**Data for processing:**
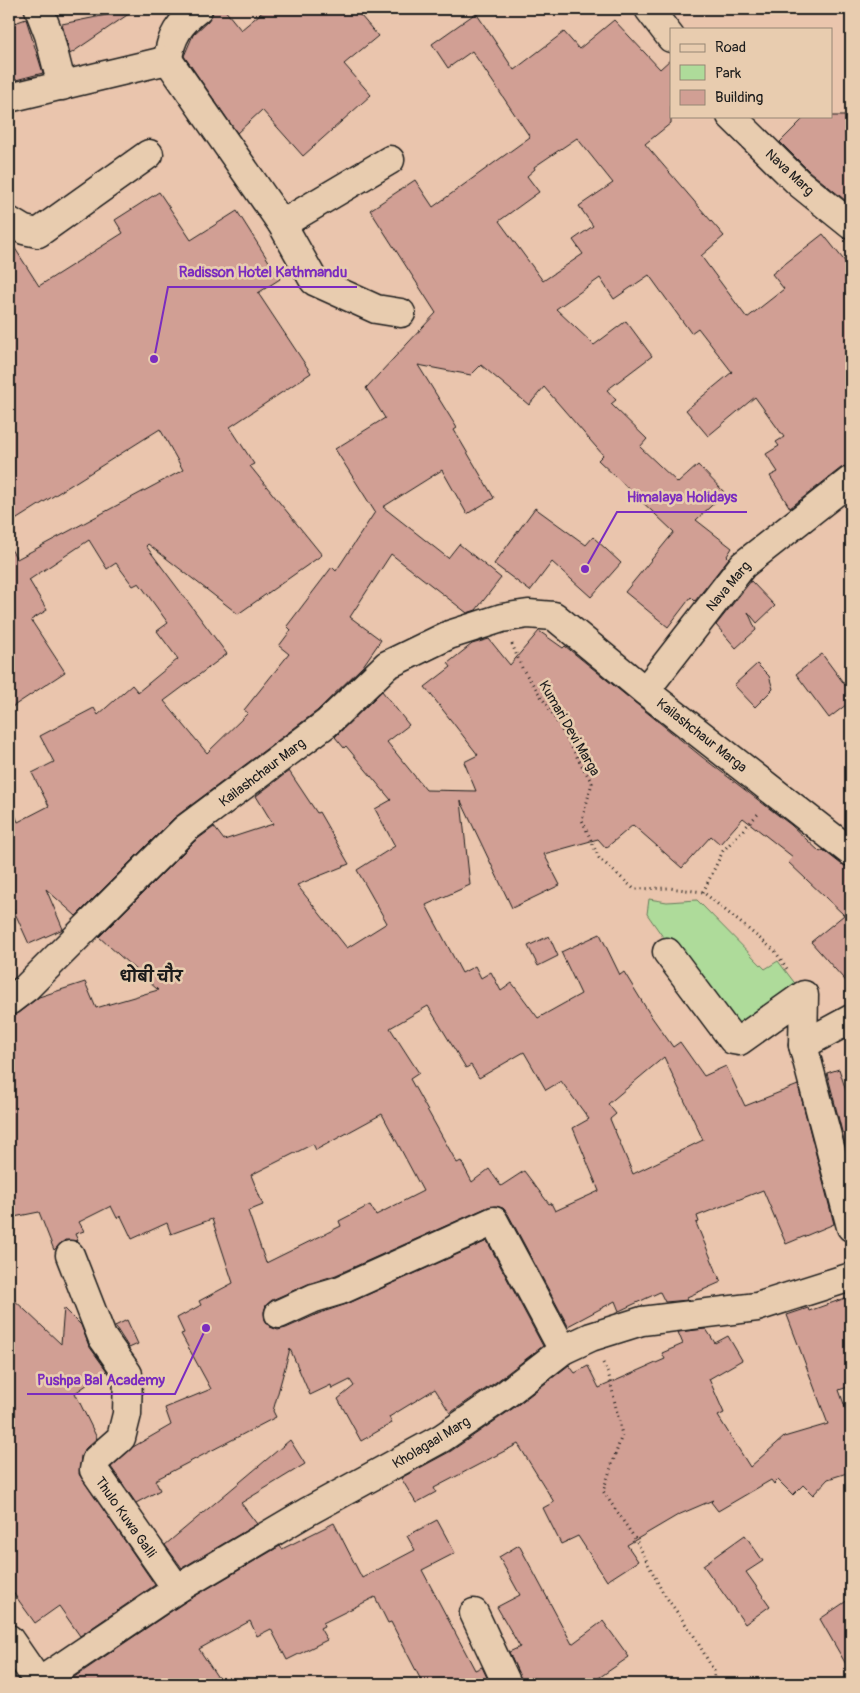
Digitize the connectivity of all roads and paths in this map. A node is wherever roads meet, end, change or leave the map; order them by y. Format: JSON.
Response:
{"nodes":[{"id":1,"x":39,"y":9,"type":"edge"},
{"id":2,"x":198,"y":9,"type":"edge"},
{"id":3,"x":649,"y":9,"type":"edge"},
{"id":4,"x":670,"y":37,"type":"edge"},
{"id":5,"x":168,"y":60,"type":"junction"},
{"id":6,"x":62,"y":86,"type":"junction"},
{"id":7,"x":9,"y":98,"type":"edge"},
{"id":8,"x":733,"y":118,"type":"edge"},
{"id":9,"x":149,"y":154,"type":"dead end"},
{"id":10,"x":390,"y":160,"type":"dead end"},
{"id":11,"x":9,"y":221,"type":"edge"},
{"id":12,"x":282,"y":224,"type":"junction"},
{"id":13,"x":851,"y":225,"type":"edge"},
{"id":14,"x":401,"y":313,"type":"dead end"},
{"id":15,"x":851,"y":480,"type":"edge"},
{"id":16,"x":554,"y":616,"type":"joint"},
{"id":17,"x":502,"y":618,"type":"junction"},
{"id":18,"x":645,"y":691,"type":"junction"},
{"id":19,"x":777,"y":794,"type":"junction"},
{"id":20,"x":851,"y":852,"type":"edge"},
{"id":21,"x":703,"y":892,"type":"junction"},
{"id":22,"x":667,"y":952,"type":"dead end"},
{"id":23,"x":804,"y":995,"type":"junction"},
{"id":24,"x":9,"y":1001,"type":"edge"},
{"id":25,"x":851,"y":1019,"type":"edge"},
{"id":26,"x":803,"y":1045,"type":"junction"},
{"id":27,"x":851,"y":1227,"type":"edge"},
{"id":28,"x":70,"y":1255,"type":"dead end"},
{"id":29,"x":851,"y":1278,"type":"edge"},
{"id":30,"x":280,"y":1314,"type":"dead end"},
{"id":31,"x":591,"y":1337,"type":"junction"},
{"id":32,"x":564,"y":1350,"type":"junction"},
{"id":33,"x":177,"y":1589,"type":"junction"},
{"id":34,"x":474,"y":1613,"type":"dead end"},
{"id":35,"x":9,"y":1639,"type":"edge"},
{"id":36,"x":40,"y":1683,"type":"edge"},
{"id":37,"x":508,"y":1684,"type":"edge"},
{"id":38,"x":714,"y":1684,"type":"edge"}],
"edges":[{"from":1,"to":6,"type":"street"},
{"from":2,"to":5,"type":"street"},
{"from":3,"to":4,"type":"street"},
{"from":5,"to":6,"type":"street"},
{"from":5,"to":12,"type":"street"},
{"from":6,"to":7,"type":"street"},
{"from":8,"to":13,"type":"street","name":"Nava Marg"},
{"from":9,"to":11,"type":"street"},
{"from":10,"to":12,"type":"street"},
{"from":12,"to":14,"type":"street"},
{"from":15,"to":18,"type":"street","name":"Nava Marg"},
{"from":16,"to":17,"type":"street","name":"Kailashchaur Marg"},
{"from":16,"to":18,"type":"street","name":"Kailashchaur Marga"},
{"from":17,"to":21,"type":"path","name":"Kumari Devi Marga"},
{"from":17,"to":24,"type":"street","name":"Kailashchaur Marg"},
{"from":18,"to":19,"type":"street","name":"Kailashchaur Marga"},
{"from":19,"to":20,"type":"street","name":"Kailashchaur Marga"},
{"from":19,"to":21,"type":"path"},
{"from":21,"to":23,"type":"path"},
{"from":22,"to":23,"type":"street"},
{"from":23,"to":26,"type":"street"},
{"from":25,"to":26,"type":"street"},
{"from":26,"to":27,"type":"street"},
{"from":28,"to":33,"type":"street","name":"Thulo Kuwa Galli"},
{"from":29,"to":31,"type":"street","name":"Kholagaal Marg"},
{"from":30,"to":32,"type":"street"},
{"from":31,"to":32,"type":"street","name":"Kholagaal Marg"},
{"from":31,"to":38,"type":"path"},
{"from":32,"to":33,"type":"street","name":"Kholagaal Marg"},
{"from":33,"to":36,"type":"street","name":"Kholagaal Marg"},
{"from":34,"to":37,"type":"street"},
{"from":35,"to":36,"type":"street"}]}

**Problem requirements:** Copy all lines of the records in which the string "Nava" can be found.

**Task answer:**
{"from":8,"to":13,"type":"street","name":"Nava Marg"},
{"from":15,"to":18,"type":"street","name":"Nava Marg"},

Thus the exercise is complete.